Deutsche Post DHL setzt bei Compliance auf lokale Verantwortung
Compliance bedeutet, dass Unternehmen die Einhaltung von gesetzlichen oder auch ethischen Vorgaben prüfen. Wenn dies glaubwürdig sein soll, dann müssen diese Regeln überall auf der Welt gelten. Für global agierende Unternehmen ist dies eine Herausforderung. UmweltDialog sprach darüber mit Oliver Oberg, Head of Global Compliance Office Deutsche Post DHL.
19.08.2014
Wie ist das Compliance Management System bei der Deutsche Post DHL organisiert?
Oliver Oberg: Unser Chief Compliance Officer verantwortet das Thema Compliance bei Deutsche Post DHL und berichtet dazu direkt an den Vorstand. Darüber hinaus gibt es das Global Compliance Office, das für den Konzern und alle Unternehmensbereiche die grundsätzlichen Compliance-Anforderungen und Prozesse (Compliance Management System) entwickelt. Die Umsetzung dieser Vorgaben erfolgt wiederum durch die Compliance-Organisationen der jeweiligen Geschäftsbereiche, über die so genannten Business Unit Compliance Officer (BUCO).

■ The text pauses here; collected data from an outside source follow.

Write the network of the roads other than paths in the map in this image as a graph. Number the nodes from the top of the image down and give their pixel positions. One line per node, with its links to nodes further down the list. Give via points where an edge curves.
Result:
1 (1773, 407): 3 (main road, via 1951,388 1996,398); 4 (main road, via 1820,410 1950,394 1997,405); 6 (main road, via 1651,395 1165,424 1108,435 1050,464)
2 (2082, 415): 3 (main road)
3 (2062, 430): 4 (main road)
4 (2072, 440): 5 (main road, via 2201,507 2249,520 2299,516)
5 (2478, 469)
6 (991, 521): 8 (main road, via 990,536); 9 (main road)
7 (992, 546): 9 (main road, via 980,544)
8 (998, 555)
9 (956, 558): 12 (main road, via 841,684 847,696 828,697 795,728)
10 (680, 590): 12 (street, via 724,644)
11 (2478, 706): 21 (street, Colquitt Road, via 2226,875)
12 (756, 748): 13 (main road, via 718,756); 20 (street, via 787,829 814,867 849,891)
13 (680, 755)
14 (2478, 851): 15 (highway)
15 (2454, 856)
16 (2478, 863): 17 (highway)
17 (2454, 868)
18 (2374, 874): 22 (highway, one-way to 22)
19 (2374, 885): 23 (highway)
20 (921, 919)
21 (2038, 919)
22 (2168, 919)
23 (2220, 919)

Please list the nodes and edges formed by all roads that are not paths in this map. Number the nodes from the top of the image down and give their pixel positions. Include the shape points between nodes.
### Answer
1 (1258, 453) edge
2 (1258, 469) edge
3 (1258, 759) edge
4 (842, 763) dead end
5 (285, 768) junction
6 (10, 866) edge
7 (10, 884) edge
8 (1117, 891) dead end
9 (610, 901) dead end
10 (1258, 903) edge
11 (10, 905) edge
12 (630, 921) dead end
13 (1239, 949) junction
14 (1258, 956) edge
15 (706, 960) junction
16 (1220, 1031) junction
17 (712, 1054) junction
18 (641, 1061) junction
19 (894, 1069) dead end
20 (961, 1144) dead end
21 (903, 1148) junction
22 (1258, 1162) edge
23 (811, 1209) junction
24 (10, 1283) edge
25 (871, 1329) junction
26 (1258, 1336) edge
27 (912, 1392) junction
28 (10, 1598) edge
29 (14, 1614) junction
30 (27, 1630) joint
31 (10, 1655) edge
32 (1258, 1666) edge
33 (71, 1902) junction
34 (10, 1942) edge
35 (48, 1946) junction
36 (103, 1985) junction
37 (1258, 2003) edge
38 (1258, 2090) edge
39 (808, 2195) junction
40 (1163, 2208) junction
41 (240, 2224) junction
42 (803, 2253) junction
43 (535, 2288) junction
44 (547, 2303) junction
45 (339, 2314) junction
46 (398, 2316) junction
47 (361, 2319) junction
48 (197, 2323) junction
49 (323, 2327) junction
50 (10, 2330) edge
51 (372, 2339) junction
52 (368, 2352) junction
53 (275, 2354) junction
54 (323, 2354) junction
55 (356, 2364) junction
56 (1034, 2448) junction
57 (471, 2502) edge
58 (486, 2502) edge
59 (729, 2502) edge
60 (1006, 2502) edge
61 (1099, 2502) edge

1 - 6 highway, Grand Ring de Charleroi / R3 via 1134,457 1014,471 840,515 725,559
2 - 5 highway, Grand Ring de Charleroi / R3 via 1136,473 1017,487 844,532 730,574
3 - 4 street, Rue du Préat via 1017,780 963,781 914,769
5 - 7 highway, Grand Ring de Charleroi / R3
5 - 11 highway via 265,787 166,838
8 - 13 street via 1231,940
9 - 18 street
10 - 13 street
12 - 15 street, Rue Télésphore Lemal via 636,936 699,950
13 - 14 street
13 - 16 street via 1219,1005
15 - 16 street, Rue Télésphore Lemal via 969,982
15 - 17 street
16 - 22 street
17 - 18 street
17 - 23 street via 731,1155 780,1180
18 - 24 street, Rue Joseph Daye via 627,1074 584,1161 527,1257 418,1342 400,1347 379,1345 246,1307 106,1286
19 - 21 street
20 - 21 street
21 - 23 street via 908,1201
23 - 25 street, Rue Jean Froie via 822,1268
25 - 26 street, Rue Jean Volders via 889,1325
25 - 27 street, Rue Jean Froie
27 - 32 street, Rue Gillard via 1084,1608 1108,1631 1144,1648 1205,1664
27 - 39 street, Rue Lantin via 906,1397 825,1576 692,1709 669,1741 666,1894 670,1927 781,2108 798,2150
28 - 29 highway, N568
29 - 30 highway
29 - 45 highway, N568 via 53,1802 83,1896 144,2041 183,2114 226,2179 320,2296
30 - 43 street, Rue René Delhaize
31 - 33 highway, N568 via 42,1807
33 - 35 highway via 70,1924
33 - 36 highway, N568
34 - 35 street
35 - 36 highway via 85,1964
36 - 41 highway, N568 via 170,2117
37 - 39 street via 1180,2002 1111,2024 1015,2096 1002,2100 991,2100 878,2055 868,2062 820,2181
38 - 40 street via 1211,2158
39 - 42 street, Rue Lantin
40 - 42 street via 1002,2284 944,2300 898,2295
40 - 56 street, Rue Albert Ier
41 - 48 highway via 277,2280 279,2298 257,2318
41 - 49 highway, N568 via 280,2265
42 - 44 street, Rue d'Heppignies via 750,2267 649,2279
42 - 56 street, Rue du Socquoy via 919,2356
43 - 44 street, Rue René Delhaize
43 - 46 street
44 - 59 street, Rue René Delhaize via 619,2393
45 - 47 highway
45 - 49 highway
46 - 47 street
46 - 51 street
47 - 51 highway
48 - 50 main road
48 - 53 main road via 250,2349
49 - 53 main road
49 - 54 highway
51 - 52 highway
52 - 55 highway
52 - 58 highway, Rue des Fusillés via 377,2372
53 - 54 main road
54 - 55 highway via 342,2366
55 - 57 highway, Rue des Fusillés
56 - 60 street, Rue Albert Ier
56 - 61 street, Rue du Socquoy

Diese sind dem jeweiligen Vorstand unterstellt und vernetzen sich in ihrem Bereich dann eng mit Compliance-nahen Funktionen, wie etwa der Revision, dem Rechtsbereich oder dem HR- und Finance-Bereich sowie anderen relevanten Spezialisten in Fachabteilungen.
Welche Themen-Bereiche umfasst Ihr Compliance System?
Oberg: Grundsätzlich soll mit der Etablierung des Compliance Management Systems bei Deutsche Post DHL die Einhaltung aller geltenden rechtlichen Vorgaben und maßgeblichen internen Richtlinien sowie ethischen Grundsätze sichergestellt werden. Außerdem erarbeiten wir für jeden Geschäftsbereich im Rahmen eines Compliance Risk Assessments ein individuelles Risiko-Profil. Auf Basis dieser Analyse werden dann die inhaltlichen Schwerpunkte der Compliance-Maßnahmen gesetzt (Compliance-Programm). Allgemein richtet sich unsere Aufmerksamkeit besonders auf Themen wie Korruptionsbekämpfung und Kartell- und Wettbewerbsrecht.
Die Deutsche Post DHL ist weltweit aktiv. Dadurch werden Sie mit unterschiedlich korrupten Systemen konfrontiert. Wie funktioniert bei Ihnen die Länder-Risikoeinschätzung und was bedeutet das dann für die alltägliche Compliance-Arbeit vor Ort?
Oberg: Durch die vielen Gesellschaftsformen und Kulturen, in denen wir weltweit aktiv sind, müssen wir auch Compliance-relevante Herausforderungen bewältigen. Aus diesem Grund legen wir besonders großen Wert darauf, die Compliance-Organisation und ein Compliance-Bewusstsein unmittelbar in den Ländern zu verankern. Unsere Compliance-Verantwortlichen in den Geschäftsbereichen haben daher unter anderem die Aufgabe, dieses Bewusstsein zu schärfen.
Aus Ihrer Erfahrung heraus: Welche Bereiche, Handlungsfelder sind besonders korruptionsgefährdet?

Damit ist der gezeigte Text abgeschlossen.